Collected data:

·····

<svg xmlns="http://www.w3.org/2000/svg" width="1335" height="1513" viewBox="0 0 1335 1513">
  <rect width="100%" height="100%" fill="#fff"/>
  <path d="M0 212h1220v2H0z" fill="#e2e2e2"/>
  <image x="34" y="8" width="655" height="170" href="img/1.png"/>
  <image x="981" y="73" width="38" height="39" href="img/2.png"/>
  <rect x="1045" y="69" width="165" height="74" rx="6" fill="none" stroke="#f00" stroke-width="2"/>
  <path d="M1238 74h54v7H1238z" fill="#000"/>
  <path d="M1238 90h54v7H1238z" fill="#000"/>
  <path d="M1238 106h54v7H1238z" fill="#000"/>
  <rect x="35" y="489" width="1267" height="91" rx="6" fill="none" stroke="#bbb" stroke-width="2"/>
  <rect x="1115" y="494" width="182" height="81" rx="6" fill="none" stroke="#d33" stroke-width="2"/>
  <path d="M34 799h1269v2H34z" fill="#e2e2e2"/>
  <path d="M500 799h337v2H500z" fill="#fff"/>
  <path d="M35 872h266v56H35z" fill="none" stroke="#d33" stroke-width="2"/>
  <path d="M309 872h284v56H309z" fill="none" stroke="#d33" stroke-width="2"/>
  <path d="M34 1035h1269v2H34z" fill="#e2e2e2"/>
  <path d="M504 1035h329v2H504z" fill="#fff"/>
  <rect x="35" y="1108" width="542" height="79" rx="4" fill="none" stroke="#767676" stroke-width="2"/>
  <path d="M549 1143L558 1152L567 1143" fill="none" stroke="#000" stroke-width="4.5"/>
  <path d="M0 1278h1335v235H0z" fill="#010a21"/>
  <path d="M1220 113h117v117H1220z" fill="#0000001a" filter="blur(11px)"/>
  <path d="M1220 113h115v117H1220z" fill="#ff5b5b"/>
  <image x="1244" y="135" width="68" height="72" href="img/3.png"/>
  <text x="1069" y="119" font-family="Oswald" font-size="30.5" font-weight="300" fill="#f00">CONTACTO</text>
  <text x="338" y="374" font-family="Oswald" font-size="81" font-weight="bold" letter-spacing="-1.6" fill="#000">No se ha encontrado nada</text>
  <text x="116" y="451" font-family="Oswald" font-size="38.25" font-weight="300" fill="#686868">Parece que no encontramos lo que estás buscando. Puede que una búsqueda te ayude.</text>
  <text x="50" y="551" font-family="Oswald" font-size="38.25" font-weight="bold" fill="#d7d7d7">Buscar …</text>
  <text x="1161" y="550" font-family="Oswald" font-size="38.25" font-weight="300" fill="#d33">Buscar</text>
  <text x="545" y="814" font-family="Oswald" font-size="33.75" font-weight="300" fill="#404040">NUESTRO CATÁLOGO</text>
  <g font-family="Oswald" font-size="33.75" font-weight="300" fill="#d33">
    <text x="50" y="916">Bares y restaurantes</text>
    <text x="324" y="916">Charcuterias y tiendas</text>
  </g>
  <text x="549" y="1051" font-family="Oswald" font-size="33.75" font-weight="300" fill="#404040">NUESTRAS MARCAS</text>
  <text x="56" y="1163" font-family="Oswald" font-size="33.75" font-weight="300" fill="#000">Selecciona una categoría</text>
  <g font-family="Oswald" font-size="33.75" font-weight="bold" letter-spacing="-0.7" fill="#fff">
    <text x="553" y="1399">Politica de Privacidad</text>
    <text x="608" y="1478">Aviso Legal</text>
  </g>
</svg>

·····

▶ **TO DO**
Go through the records line by line, and copy each line that holds the string "none".

▶ **SOLUTION BELOW**
  <rect x="1045" y="69" width="165" height="74" rx="6" fill="none" stroke="#f00" stroke-width="2"/>
  <rect x="35" y="489" width="1267" height="91" rx="6" fill="none" stroke="#bbb" stroke-width="2"/>
  <rect x="1115" y="494" width="182" height="81" rx="6" fill="none" stroke="#d33" stroke-width="2"/>
  <path d="M35 872h266v56H35z" fill="none" stroke="#d33" stroke-width="2"/>
  <path d="M309 872h284v56H309z" fill="none" stroke="#d33" stroke-width="2"/>
  <rect x="35" y="1108" width="542" height="79" rx="4" fill="none" stroke="#767676" stroke-width="2"/>
  <path d="M549 1143L558 1152L567 1143" fill="none" stroke="#000" stroke-width="4.5"/>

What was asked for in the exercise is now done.